George and Irene are two astronomers who meet when Irene comes to work at the university George is employed at. Irene has never been in love, in fact has avoided intimacy all her life, while George has been through a string of girlfriends looking for the soulmate he just can't find. George and Irene feel an instant connection when they meet, and begin a whirlwind romance. Little do they know that they were literally made for each other. More than two decades prior, their respective mothers were best friends who decided to have babies together and raise them to be soulmates. In order for the scheme to work, the babies had to be separated at age three, so George and Irene don't remember each other. Mystified by their connection, the pair decides to go for it anyway, until they begin to unearth the truth about their mothers' plan. Meanwhile, George has other issues, too. He sees and receives instructions from gods and other supernatural beings-not a great thing for a scientist to admit-and he has unbearable migraines which are worsening over time. Netzer's book is about what happens when worlds collide and when hidden things are revealed. It's an intelligent, thought-provoking piece of fiction. I've never read anything quite like it. Some sequences felt more real to me than others, but the story and its dilemmas have remained with me and reverberated long after reading it.
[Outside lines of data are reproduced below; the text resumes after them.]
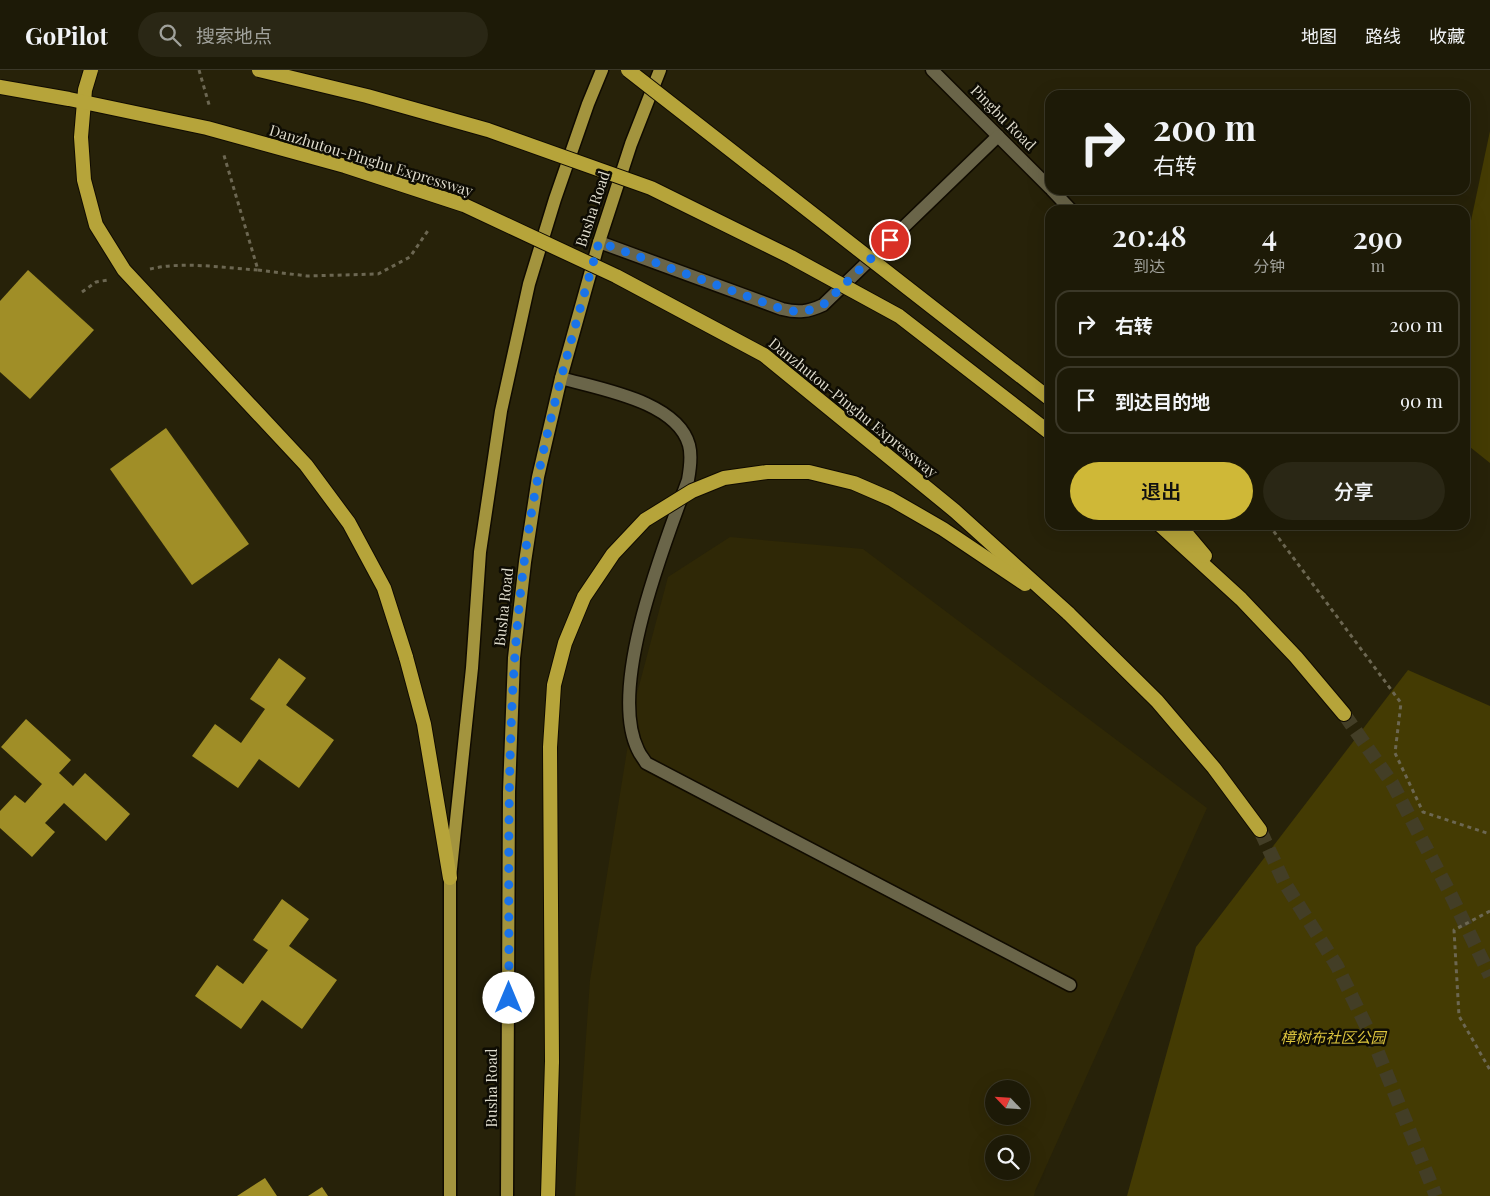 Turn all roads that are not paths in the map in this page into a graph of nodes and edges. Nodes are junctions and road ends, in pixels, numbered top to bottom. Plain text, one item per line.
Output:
1 (91, 70) edge
2 (258, 70) edge
3 (602, 70) edge
4 (628, 70) edge
5 (660, 70) edge
6 (932, 70) edge
7 (0, 88) edge
8 (998, 136) junction
9 (1045, 183) edge
10 (1057, 195) edge
11 (1066, 205) edge
12 (599, 242) junction
13 (561, 378) junction
14 (1045, 395) edge
15 (1045, 429) edge
16 (1165, 530) edge
17 (1183, 530) edge
18 (1241, 599) junction
19 (1068, 613) junction
20 (1344, 714) tunnel mouth
21 (1260, 830) tunnel mouth
22 (450, 878) junction
23 (1070, 984) dead end
24 (450, 1196) edge
25 (507, 1196) edge
26 (548, 1196) edge

1 - 22 highway, bridge
2 - 15 highway, bridge
3 - 22 main road, Busha Road
4 - 14 highway, bridge
5 - 12 main road, Busha Road
6 - 8 street, Pingbu Road
7 - 19 highway, Danzhutou-Pinghu Expressway, bridge
8 - 9 street, Pingbu Road
8 - 12 street
10 - 11 street, Pingbu Road
12 - 13 main road, Busha Road
13 - 23 street
13 - 25 main road, Busha Road
16 - 18 highway
17 - 18 highway
18 - 20 highway
19 - 21 highway, Danzhutou-Pinghu Expressway
19 - 26 highway, bridge
22 - 24 main road, Busha Road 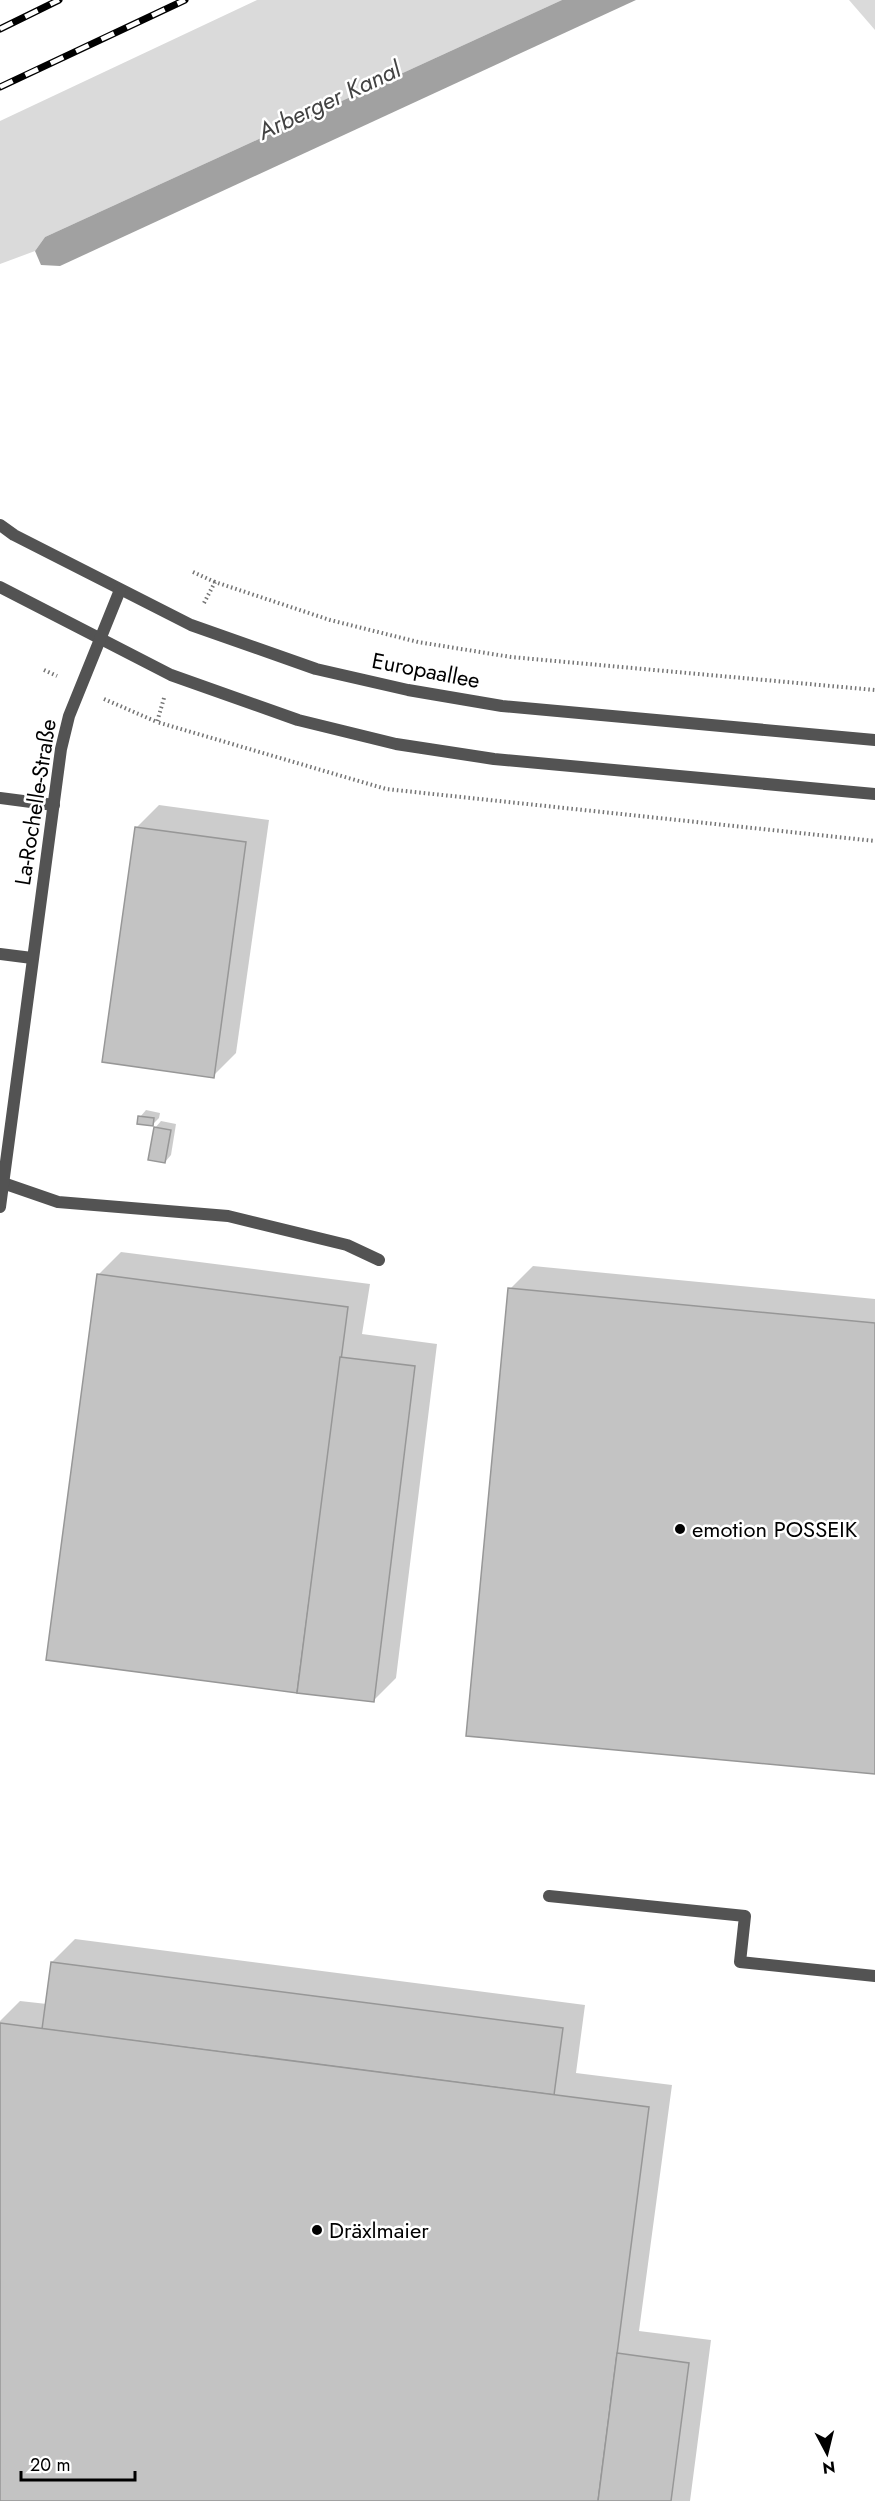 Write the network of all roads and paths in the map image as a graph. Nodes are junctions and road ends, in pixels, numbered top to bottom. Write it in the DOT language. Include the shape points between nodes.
graph roads {
  1 [pos="0,525"];
  2 [pos="193,572"];
  3 [pos="215,582"];
  4 [pos="0,587"];
  5 [pos="120,590"];
  6 [pos="99,638"];
  7 [pos="875,740"];
  8 [pos="875,794"];
  9 [pos="0,798"];
  10 [pos="54,805"];
  11 [pos="0,954"];
  12 [pos="32,958"];
  13 [pos="3,1183"];
  14 [pos="0,1207"];
  15 [pos="379,1260"];
  16 [pos="549,1896"];
  17 [pos="875,1976"];
  1 -- 5 [label="street, Europaallee" via="14,536"];
  2 -- 3 [label="path"];
  4 -- 6 [label="street"];
  5 -- 6 [label="street, La-Rochelle-Straße"];
  5 -- 7 [label="street, Europaallee" via="191,625 316,669 408,690 502,706"];
  6 -- 8 [label="street" via="171,675 298,720 396,744 494,759"];
  6 -- 10 [label="street, La-Rochelle-Straße" via="69,716"];
  9 -- 10 [label="street"];
  10 -- 12 [label="street, La-Rochelle-Straße"];
  11 -- 12 [label="street"];
  12 -- 13 [label="street, La-Rochelle-Straße"];
  13 -- 14 [label="street, La-Rochelle-Straße"];
  13 -- 15 [label="street" via="58,1202 228,1216 347,1245"];
  16 -- 17 [label="street" via="745,1916 740,1962"];
}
18-year-old Sammie is smart, gifted, and, to all appearances, bound for success. But she has Niemann-Pick Type C, a rare degenerative disorder that is slowly stealing her memory and other faculties. It's also fatal, but Sammie's immediate concern at the beginning of the story is the loss of memory. She begins to keep a journal where she addresses "future Sam" and tells herself things she most wants to remember. It's poignant and heartbreaking all at once to see Sam trying to hold her inevitable decline at bay and attempting to conceal it from others. While this is happening, surprising new things unfold in her life, like romances with two different boys. Although I found it quite implausible that a teenager would have the maturity to cope with dating someone with such a debilitating disorder, the love stories are presented in a way that makes them believable and very touching. Sam's relationship with her parents and siblings are also central in her life even as she falls apart, a great thing to see in teen fiction. Although Sam has a chronic, fatal disease, this book is anything but a pity party. It's a smart, sometimes funny, sharply observant piece on love, intelligence, memory, and vulnerability. Teens (and adults) who liked John Green's The Fault in Our Starswill enjoy this book, and much of it will ring true to anyone who has or has a child with a chronic condition or some other disability.
This book is about fall, but it's a great read-aloud for any time of year. The simple text and pleasing illustrations celebrate the time of year when wind whooshes, crows call, and leaves turn yellow and then fall from the trees. My three-month-old son loved the artwork. I read the book to him twice, and something about the pictures and the cadence of the text kept him very engaged and interested. It would also be great for kids up to 6 or 7.